Coligny was fifty-five years and a half old. Since the peace of 1570, he every morning and evening read the sermons of Calvin upon the book of Job, saying that this history was his help and consolation in all his troubles. He also spent several hours of the day in writing his memoirs. These papers having been brought to the council after the massacre of Saint Bartholomew, were burned by the king’s order, lest they might increase regret for his death.

Some time after this event, when the English ambassador expressed his grief for the murder of Coligny, Catherine made answer to him: “Do you know that the Admiral recommended the king, as a matter of the last importance, to keep under the king of Spain, and also your mistress (Queen Elizabeth), as much as possible?” “Very true, madam,” replied the ambassador; “he was a bad Englishman, but a good Frenchman.”

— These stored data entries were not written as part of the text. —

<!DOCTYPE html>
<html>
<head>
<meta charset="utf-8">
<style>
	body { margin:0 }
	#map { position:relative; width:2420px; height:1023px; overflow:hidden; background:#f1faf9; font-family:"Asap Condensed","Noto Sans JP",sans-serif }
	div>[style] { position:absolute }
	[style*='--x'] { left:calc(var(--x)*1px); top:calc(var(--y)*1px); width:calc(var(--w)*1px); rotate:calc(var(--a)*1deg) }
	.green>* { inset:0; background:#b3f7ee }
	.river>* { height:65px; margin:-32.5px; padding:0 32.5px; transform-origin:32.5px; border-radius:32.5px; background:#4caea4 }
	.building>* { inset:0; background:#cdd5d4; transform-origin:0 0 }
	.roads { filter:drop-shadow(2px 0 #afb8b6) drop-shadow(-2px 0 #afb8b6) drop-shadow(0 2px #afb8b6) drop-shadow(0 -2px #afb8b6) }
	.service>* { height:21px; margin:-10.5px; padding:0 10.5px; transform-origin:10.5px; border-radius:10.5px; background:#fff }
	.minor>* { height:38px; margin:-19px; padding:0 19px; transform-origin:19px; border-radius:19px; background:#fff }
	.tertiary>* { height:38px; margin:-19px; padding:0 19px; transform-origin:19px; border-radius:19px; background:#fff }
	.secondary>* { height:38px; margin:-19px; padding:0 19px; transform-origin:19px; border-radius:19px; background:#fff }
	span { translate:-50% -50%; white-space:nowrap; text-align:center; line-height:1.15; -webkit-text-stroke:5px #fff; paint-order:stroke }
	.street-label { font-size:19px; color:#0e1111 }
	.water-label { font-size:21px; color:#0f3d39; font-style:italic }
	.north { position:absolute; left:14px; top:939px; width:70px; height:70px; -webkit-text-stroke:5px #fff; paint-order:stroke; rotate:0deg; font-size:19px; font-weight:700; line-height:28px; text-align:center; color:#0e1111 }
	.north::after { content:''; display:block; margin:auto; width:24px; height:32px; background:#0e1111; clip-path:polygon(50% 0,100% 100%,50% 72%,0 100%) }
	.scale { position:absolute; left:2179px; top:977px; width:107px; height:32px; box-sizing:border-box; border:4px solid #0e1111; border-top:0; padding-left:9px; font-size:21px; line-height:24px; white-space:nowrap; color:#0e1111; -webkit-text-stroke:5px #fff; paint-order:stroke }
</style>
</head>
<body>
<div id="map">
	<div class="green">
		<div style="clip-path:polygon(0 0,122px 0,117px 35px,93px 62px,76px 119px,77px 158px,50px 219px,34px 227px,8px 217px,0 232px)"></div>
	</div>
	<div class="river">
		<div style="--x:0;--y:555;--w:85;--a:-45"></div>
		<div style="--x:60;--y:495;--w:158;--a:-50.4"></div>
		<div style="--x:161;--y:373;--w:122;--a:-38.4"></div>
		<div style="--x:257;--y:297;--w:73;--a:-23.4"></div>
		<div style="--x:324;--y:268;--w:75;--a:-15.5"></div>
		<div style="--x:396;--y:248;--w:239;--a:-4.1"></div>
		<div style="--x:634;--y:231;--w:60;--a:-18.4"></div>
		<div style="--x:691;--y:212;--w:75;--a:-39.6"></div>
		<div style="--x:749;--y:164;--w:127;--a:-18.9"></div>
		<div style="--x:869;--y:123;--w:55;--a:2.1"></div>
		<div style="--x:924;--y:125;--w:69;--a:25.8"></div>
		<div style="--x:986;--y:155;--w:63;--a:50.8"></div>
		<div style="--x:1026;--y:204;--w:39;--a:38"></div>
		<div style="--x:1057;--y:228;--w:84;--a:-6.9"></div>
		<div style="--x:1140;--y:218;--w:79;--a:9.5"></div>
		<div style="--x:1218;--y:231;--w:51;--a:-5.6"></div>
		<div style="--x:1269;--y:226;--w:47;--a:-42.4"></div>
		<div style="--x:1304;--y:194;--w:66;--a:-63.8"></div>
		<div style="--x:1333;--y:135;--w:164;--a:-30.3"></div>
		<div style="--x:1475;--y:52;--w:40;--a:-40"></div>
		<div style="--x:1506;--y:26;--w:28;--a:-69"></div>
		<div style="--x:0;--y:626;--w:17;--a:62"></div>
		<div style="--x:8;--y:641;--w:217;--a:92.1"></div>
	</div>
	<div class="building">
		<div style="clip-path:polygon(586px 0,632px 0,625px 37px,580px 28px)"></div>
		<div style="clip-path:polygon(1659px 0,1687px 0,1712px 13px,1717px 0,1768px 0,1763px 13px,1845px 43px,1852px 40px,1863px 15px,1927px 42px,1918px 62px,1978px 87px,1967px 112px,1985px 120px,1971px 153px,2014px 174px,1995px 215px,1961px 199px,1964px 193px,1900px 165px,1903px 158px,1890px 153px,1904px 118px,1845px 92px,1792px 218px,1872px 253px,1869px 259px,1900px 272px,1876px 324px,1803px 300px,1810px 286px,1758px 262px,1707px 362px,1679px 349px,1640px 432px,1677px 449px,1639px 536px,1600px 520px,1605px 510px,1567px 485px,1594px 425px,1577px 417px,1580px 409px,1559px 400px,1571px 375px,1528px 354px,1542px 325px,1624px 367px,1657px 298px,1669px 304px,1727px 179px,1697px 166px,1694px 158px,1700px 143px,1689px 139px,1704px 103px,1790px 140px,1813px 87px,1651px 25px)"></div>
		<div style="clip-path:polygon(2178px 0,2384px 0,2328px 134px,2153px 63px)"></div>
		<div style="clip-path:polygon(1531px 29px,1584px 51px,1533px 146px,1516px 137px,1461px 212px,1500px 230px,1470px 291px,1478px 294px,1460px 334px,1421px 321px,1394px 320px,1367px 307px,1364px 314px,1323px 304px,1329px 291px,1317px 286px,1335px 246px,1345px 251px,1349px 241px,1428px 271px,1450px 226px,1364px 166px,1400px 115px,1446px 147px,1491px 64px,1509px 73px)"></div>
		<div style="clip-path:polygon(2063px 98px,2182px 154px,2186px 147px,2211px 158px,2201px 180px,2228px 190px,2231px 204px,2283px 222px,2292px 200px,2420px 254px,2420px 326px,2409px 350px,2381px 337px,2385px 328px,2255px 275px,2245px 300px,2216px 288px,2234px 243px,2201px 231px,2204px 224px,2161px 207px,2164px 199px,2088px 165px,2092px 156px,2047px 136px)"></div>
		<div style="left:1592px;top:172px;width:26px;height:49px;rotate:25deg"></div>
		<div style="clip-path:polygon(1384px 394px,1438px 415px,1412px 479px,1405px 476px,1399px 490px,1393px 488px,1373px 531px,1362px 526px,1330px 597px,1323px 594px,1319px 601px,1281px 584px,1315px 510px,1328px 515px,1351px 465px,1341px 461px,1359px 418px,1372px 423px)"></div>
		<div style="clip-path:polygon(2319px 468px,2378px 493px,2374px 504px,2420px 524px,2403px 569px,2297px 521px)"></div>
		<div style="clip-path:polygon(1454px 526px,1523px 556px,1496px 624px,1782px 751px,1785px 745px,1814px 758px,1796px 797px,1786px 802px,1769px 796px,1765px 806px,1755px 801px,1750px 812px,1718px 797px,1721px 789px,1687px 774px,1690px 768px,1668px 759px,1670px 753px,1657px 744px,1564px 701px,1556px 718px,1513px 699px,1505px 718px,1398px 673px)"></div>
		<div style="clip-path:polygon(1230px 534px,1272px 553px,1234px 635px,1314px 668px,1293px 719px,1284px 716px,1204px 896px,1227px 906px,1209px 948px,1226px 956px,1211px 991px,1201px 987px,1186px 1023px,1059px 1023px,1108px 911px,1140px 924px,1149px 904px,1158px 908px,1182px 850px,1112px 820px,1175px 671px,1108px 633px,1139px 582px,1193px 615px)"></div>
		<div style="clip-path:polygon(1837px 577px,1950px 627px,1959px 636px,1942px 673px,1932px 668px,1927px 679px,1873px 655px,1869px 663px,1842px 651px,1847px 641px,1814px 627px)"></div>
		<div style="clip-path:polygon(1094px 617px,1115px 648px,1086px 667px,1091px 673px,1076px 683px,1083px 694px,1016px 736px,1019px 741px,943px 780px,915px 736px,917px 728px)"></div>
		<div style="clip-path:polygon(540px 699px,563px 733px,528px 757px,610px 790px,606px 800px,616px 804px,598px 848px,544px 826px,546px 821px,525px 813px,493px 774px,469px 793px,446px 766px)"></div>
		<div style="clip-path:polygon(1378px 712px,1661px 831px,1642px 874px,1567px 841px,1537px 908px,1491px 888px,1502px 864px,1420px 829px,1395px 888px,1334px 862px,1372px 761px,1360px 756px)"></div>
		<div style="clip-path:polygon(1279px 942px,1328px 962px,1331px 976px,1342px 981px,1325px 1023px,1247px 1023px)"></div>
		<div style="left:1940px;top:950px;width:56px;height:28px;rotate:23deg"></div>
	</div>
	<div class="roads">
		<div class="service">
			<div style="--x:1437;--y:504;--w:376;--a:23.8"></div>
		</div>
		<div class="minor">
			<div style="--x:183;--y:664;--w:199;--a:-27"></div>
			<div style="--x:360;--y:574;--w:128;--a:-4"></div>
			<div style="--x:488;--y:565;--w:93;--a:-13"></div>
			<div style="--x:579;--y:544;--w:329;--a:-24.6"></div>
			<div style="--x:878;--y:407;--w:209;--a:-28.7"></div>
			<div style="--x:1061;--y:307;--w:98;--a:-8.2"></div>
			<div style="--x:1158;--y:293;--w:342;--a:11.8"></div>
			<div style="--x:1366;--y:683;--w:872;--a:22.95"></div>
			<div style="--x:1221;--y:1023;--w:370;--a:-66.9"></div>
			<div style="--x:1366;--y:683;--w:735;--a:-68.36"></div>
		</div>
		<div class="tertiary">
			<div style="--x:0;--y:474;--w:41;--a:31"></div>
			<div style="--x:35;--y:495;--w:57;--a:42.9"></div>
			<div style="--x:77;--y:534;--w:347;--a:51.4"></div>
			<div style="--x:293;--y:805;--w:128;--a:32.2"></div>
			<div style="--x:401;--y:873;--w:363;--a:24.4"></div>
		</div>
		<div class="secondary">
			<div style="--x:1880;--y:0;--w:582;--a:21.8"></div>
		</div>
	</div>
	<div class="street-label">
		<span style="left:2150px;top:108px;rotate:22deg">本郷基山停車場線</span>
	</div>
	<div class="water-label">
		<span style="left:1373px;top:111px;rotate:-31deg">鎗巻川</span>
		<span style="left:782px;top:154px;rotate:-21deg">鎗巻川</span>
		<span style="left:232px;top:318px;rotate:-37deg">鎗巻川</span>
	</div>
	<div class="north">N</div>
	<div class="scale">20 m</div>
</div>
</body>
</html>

Let us also cite a saying of Montesquieu: “The Admiral Coligny was assassinated, having only had the glory of the state at heart.”

XIII.

We are willing, whilst fulfilling our task, to abridge as far as possible the details of the massacre of Saint Bartholomew.

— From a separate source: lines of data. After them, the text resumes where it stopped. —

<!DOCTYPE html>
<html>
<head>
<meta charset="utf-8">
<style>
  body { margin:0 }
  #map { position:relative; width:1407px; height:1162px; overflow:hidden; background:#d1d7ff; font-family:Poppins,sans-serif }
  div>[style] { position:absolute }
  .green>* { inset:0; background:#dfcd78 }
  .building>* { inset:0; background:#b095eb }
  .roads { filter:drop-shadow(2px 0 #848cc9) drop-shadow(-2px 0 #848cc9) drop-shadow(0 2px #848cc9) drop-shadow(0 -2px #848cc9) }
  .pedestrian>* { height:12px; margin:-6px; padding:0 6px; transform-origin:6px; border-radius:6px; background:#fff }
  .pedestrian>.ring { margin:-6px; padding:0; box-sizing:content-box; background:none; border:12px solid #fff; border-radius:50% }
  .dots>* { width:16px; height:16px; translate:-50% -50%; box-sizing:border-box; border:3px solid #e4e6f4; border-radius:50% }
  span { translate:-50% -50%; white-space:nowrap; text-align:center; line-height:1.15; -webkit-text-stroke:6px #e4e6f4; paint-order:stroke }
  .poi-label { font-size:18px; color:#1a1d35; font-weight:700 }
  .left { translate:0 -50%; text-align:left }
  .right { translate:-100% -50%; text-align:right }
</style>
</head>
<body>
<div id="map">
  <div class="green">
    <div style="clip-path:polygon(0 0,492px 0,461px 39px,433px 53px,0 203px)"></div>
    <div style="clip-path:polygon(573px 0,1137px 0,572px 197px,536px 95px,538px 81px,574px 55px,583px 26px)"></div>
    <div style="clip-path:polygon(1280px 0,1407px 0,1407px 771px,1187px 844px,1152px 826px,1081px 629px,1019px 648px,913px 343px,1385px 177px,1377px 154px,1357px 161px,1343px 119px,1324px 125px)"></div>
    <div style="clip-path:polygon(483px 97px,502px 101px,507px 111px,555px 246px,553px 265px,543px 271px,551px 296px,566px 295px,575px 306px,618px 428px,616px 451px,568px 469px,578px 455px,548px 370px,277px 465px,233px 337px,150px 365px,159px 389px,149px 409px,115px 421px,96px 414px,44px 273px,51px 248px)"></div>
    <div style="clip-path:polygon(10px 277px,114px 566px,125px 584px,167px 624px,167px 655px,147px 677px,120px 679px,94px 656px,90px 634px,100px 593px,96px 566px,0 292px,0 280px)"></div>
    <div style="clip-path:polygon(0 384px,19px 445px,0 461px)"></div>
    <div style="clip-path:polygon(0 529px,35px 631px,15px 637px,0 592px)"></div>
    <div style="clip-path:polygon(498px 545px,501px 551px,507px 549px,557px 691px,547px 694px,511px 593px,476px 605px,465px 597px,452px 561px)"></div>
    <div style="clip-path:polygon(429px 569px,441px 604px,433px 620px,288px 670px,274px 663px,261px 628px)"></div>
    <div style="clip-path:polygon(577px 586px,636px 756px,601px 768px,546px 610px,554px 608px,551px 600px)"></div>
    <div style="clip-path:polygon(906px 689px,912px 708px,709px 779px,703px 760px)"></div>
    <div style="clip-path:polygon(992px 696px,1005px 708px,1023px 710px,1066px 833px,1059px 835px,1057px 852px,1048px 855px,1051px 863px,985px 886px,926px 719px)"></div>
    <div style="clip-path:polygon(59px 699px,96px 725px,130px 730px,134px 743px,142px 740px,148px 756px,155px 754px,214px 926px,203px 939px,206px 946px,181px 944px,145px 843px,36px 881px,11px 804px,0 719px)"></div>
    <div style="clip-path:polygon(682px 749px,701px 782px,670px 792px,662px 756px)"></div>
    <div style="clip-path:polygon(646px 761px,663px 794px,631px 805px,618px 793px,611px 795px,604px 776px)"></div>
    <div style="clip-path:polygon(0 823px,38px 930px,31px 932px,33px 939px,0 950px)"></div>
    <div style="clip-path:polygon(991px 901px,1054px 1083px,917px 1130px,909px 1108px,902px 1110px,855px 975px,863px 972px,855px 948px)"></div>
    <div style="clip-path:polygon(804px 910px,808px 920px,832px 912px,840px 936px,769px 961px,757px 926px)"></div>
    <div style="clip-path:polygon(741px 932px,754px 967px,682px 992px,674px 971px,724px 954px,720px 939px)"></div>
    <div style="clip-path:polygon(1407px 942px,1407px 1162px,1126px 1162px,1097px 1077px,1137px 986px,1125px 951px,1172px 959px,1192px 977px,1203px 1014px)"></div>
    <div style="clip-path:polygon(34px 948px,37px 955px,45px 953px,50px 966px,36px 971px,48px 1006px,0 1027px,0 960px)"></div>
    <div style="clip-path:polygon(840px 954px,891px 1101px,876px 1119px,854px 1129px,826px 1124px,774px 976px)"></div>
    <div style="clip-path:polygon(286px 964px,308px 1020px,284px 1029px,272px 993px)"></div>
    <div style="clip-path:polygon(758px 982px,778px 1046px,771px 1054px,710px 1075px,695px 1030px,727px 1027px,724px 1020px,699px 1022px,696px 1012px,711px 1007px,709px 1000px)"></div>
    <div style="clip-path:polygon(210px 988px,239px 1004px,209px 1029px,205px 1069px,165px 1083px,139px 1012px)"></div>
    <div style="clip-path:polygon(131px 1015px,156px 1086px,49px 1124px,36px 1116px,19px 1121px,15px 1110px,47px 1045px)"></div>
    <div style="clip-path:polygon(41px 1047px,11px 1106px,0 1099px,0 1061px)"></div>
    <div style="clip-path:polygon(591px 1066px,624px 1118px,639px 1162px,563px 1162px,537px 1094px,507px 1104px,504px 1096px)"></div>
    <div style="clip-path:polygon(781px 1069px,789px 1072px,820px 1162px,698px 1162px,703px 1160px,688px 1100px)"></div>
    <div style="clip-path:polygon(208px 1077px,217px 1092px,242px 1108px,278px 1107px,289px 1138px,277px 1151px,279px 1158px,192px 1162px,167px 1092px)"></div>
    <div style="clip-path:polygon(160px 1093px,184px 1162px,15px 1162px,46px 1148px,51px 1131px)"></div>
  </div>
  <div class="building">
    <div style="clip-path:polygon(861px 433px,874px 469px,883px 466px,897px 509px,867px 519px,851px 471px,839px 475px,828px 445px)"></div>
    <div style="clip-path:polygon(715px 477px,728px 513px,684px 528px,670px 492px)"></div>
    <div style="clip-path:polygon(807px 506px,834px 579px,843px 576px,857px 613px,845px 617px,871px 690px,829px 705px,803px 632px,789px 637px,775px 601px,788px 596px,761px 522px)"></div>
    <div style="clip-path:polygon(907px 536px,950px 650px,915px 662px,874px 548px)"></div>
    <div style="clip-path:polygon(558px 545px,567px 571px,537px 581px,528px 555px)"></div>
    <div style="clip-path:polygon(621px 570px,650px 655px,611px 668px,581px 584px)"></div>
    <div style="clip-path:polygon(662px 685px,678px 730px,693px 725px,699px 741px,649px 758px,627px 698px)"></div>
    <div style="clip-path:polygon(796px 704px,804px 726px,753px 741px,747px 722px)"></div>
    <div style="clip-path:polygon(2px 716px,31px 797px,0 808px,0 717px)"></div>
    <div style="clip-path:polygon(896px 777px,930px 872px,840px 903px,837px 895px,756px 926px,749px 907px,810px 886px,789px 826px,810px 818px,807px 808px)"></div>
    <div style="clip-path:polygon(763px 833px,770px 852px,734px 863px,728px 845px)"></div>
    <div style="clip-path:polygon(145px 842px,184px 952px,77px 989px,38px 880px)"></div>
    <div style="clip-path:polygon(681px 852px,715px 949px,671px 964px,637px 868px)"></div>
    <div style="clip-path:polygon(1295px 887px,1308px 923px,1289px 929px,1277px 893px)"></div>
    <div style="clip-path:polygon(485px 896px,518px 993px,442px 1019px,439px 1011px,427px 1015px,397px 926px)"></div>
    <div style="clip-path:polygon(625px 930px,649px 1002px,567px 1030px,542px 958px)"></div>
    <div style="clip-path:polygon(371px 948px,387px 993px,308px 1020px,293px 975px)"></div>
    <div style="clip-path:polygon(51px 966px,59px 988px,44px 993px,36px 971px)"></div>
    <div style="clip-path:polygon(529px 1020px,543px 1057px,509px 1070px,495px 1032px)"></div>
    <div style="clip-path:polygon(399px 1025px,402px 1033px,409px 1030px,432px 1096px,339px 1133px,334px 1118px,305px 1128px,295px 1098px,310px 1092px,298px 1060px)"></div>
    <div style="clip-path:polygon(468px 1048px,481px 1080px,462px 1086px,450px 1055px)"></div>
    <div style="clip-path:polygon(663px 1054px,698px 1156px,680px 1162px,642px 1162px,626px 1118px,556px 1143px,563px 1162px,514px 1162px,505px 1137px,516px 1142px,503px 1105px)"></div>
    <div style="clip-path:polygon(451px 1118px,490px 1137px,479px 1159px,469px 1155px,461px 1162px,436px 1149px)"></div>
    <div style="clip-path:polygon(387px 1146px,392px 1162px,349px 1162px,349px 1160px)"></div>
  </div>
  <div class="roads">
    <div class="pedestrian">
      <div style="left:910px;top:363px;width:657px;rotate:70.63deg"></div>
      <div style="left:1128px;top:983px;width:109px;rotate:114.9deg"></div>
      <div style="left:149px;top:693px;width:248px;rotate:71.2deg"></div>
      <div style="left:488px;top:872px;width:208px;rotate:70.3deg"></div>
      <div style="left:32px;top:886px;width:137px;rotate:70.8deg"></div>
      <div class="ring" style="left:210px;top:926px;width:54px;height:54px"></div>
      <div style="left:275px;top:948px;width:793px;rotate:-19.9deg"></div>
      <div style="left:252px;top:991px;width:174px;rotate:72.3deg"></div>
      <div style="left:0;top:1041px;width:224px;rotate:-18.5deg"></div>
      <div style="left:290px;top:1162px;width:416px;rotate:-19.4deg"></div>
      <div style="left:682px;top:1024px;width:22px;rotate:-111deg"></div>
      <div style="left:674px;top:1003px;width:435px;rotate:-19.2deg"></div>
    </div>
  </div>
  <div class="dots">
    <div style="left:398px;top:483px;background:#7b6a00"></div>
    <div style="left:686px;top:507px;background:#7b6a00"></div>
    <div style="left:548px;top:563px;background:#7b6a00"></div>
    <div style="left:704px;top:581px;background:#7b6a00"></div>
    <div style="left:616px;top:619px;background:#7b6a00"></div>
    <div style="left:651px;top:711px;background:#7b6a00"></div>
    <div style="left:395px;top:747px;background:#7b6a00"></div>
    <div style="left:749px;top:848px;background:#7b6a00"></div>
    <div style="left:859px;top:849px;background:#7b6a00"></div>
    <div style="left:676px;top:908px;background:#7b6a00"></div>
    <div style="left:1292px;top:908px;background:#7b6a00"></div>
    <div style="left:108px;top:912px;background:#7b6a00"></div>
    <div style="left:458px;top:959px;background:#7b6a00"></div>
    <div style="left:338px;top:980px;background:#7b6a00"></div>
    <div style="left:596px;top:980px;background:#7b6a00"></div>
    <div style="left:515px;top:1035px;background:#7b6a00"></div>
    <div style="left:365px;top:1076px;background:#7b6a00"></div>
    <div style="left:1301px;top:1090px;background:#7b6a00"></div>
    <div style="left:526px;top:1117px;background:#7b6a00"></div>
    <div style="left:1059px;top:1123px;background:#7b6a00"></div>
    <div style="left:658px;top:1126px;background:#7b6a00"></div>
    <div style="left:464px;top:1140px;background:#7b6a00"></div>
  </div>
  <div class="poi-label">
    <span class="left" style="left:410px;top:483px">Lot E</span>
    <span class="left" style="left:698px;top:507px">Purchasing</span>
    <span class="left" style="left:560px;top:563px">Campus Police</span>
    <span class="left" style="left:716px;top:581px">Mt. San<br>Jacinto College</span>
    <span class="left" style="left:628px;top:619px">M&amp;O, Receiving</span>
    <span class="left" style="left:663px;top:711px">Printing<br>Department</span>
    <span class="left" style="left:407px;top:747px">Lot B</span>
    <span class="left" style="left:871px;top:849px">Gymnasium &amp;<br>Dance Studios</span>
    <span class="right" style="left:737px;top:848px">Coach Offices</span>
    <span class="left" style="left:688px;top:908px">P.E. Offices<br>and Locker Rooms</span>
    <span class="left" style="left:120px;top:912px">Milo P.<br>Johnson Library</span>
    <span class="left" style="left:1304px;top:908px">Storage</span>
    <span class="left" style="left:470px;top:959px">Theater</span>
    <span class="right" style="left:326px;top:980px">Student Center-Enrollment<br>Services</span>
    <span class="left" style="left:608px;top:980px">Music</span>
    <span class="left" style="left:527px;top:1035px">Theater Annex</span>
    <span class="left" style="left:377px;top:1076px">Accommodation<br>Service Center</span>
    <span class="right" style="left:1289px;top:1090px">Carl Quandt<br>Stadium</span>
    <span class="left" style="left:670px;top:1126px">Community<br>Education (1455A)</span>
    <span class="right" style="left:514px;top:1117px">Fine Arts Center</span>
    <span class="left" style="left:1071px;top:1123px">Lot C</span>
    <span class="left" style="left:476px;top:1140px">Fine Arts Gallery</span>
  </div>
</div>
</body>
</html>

When the sun of the 24th of August rose upon Paris, all was tumult, disorder, and carnage; rivers of blood flowed in the streets; corpses of men, women, and children blocked up the doorways; on all sides groans, blasphemies, death-cries, and imprecations, were heard; ruffians by thousands insulted their victims before butchering them, and then loaded themselves with the spoils; the poniard, the pike, the knife, the sword, the arquebuse, every weapon of the soldier and the brigand, were brought into the service of this execrable slaughter; and the vile populace running after the murderers, finished the Huguenots, by mutilating them and dragging them in the mire, by a cord round the neck, to have their share also in this feast of cannibals.

At the Louvre, the Huguenots, brought up one after another between a double line of halberts, fell bleeding before they reached the end; and the ladies of the court, well worthy to be the mothers, the wives, and the sisters of assassins, came to gloat over the bodies of the victims.

It has been remarked that of so many brave men, who had a thousand times faced death on the field of battle, there was but one, Taverny, who sought to defend himself; and even he was a lawyer. The rest presented their throats to the poniard like women. A crime so monstrous overwhelmed their minds, and paralyzed their hands; and before they could recover themselves, they were no more.